African leaders in the majority of cases have been disappointing because of the lack of democracy in their countries. Many conflicts in Africa were resolved through the intervention of Western forces as in Sierra Leone, Botswana and Liberia. DR Congo is relatively stable thanks to the UN forces. Darfur was a failure for the African peace keeping forces as no other international forces outside Africa were allowed in it. In other words, African leaders, when faced with crises, can’t sort it out themselves as each has alliances outside the continent.
Chad and Sudan signed a new peace agreement in Senegal, but that was during an Islamic, not an African conference. The annual African summit is just an occasion for meeting without any tangible agreement that ordinary Africans can see on the ground as Africa itself is divided into classical parts, the francophone zone and the Anglophone zone.
Many African leaders are power-manic.

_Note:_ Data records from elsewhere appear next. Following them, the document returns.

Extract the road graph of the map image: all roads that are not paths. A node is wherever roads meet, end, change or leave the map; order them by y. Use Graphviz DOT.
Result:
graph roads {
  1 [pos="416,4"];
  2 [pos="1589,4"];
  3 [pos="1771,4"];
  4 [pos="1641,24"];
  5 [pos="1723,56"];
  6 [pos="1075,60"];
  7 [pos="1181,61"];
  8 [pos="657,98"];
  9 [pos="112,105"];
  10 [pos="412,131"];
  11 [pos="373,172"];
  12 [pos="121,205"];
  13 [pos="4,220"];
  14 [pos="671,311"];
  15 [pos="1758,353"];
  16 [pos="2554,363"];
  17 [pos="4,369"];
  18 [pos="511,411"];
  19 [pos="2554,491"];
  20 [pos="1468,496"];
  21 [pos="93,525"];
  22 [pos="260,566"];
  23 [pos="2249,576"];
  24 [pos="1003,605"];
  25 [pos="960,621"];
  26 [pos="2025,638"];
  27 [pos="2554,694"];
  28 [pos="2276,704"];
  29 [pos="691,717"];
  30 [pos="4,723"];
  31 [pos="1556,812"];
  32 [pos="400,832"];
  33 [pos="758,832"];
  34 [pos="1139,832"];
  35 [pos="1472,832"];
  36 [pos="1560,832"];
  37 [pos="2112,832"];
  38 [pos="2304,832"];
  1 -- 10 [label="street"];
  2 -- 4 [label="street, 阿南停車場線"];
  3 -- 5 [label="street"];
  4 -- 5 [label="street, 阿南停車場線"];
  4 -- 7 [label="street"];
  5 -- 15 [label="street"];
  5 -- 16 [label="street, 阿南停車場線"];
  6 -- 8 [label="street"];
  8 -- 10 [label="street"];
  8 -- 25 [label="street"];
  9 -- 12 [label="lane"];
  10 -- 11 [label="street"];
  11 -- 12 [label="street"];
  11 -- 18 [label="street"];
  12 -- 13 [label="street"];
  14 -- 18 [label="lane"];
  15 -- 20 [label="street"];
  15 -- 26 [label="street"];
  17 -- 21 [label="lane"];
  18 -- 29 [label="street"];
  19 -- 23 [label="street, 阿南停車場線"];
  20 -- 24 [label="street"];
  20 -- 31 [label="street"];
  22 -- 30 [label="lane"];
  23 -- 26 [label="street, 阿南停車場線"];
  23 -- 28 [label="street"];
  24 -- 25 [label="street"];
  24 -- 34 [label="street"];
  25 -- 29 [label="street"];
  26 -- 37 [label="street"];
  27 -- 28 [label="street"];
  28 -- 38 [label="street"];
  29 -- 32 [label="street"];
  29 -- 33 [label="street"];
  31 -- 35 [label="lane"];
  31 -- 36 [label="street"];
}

They can’t survive without clinching to power as long as possible by any means, like a change in then constitution allowing them to indefinitely stay in power or by vote rigging or intimidating and imprisoning their political opponents. It’s only pressure from the West that makes them bow to make token changes. But at heart the leadership remains in the hand s of the very few.
Africa has historical figure like Nelson Mandela who set the example to other African leaders that remaining in high esteem isn’t to stay in power until asked to leave by popular anger and a coup. Perhaps African leaders should learn from sports champions who leave the fields when they’re still at their apogee and not till they’re completely run out. For Mugabe, he saw his star ascending from the days of struggle against white rule until becoming president. But his intransigent policies and the desire to remain in power, for ever, blemished his image in the eyes of the majority of his countrymen. Had he stepped down before letting his country fall into complete economic chaos, he would now be seen as Zimbabwe’s wise man. Like Nelson Mandela he could have his statue erected in a famous London square or museum.
But as power corrupts , many African leaders are ready to sacrifice the future of their countries as long as they can secure their own future. When democracy becomes a real fact in Africa, elections in them won’t be an occasion for the world to follow them with irony and regret as it happened in Kenya. Perhaps, African politicians should learn how to make fair and free elections a reality. The losers should be the first to announce their defeat and to congratulate their opponents. When politicians go publicly against each other after the elections, it’s no wonder if their supporters bloodily clash in the streets.
African politicians must know that preserving the independence of their countries comes through making sacrifices for them. Intransigence on all sides will keep the continent the poorest in the world, not because it lacks riches, but simply because it lacks politicians with rich ideas to make its multiple miseries a matter of the past.